Players could recruit Super Mutant characters as traveling companions or allies in the sequel to 1997's Fallout. Noteworthy companion characters throughout the series include Marcus in Fallout 2, Fawkes in Fallout 3, Lily Bowen in Fallout: New Vegas, and Strong in Fallout 4. Super Mutants are available as a playable race in the Fallout tabletop roleplaying game released in 2021.

Cultural impact

Promotion and merchandise
Super Mutants are featured as part of a range of Fallout-themed Funko Pop figurines which were first released in 2015, and are described one of the franchise's "iconic characters". Super Mutants have been marketed as figurines for Fallout: Wasteland Warfare, a miniatures wargame which adapts the Fallout universe.

Critical reception and analysis
Commenting on Adamowicz's developer diary post in 2008, Joseph Leray from Destructoid praised the creative vision and art style for the Super Mutants of Fallout 3 as "delightfully twisted", and said these aesthetic elements were key ingredients "that makes post-apocalyptic stories work". Some of the best side quests in Fallout 4 according to The Escapist's Ron Whitaker involve conflicts with Super Mutants, with one that culminates in the recruitment of Strong as a companion character noted to be a highlight by Whitaker. Some individual Super Mutant characters have received critical acclaim. For example, the Nightkin character Lily Bowen has been praised for her characterization and has appeared in "top" character lists, including Polygon's "The 70 best video game characters of the decade".

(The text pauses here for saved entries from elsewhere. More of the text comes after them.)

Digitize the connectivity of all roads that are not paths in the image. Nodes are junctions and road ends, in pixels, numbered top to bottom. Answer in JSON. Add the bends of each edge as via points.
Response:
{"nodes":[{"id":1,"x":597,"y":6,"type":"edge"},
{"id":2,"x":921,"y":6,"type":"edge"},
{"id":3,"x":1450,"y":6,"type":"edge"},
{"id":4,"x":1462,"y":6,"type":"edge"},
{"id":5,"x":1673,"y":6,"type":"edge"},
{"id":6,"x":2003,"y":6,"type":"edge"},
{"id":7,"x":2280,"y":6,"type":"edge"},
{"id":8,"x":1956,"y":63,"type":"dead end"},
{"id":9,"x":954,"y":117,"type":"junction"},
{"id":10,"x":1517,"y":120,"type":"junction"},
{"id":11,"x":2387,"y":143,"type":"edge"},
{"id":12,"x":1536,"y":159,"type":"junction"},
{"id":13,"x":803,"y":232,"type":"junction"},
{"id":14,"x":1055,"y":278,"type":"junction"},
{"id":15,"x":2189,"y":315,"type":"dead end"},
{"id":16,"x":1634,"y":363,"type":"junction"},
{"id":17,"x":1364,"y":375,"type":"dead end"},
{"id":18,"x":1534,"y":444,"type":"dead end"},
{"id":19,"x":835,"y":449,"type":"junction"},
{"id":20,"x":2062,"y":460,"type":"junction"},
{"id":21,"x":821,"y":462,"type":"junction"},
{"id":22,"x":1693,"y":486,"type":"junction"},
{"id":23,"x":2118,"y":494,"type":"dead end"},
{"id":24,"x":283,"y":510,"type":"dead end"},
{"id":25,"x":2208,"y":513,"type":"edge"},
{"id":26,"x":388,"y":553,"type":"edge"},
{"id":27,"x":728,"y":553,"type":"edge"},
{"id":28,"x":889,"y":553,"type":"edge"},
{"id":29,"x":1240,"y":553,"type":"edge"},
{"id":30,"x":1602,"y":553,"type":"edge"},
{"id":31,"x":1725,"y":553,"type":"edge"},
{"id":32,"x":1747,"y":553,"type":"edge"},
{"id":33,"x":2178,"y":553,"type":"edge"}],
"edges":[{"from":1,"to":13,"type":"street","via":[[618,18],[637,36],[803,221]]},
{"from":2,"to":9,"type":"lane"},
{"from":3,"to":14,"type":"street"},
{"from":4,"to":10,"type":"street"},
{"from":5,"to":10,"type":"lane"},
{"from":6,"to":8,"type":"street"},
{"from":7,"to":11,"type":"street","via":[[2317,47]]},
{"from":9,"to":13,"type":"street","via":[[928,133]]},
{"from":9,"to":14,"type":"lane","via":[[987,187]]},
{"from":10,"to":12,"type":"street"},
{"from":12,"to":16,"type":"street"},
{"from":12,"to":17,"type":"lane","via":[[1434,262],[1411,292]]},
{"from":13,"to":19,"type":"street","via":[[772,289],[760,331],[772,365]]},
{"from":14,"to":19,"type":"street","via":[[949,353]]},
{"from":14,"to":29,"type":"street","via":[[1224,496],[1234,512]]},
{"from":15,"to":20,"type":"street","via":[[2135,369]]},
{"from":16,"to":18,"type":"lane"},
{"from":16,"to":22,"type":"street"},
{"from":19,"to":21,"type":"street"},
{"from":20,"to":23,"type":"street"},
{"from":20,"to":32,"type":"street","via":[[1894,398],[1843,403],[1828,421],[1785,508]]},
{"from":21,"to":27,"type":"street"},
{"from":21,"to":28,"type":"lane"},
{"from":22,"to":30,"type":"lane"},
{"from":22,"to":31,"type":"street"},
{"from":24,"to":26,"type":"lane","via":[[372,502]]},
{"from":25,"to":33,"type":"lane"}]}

In a paper published by the University of Leicester, Conor Appleton scaled an ordinary Super Mutant up to the size of a Behemoth and used dimensional analysis to determine the plausibility and viability of such a creature's existence. After examining the Behemoth's physiology using in-universe data and discussing how it may be affected by gravity, Appleton concluded that it is unlikely that such a creature would survive in reality.

Fandom
Super Mutants are a recognizable element of the Fallout franchise. Some characters are particularly popular with players. Fawkes from Fallout 3 was among the top-voted characters in a RPG character poll organized by IGN in 2014. Super Mutant characters and their physiology are also the subject of popular works derived from fan labor, such as mods, music videos and fan films.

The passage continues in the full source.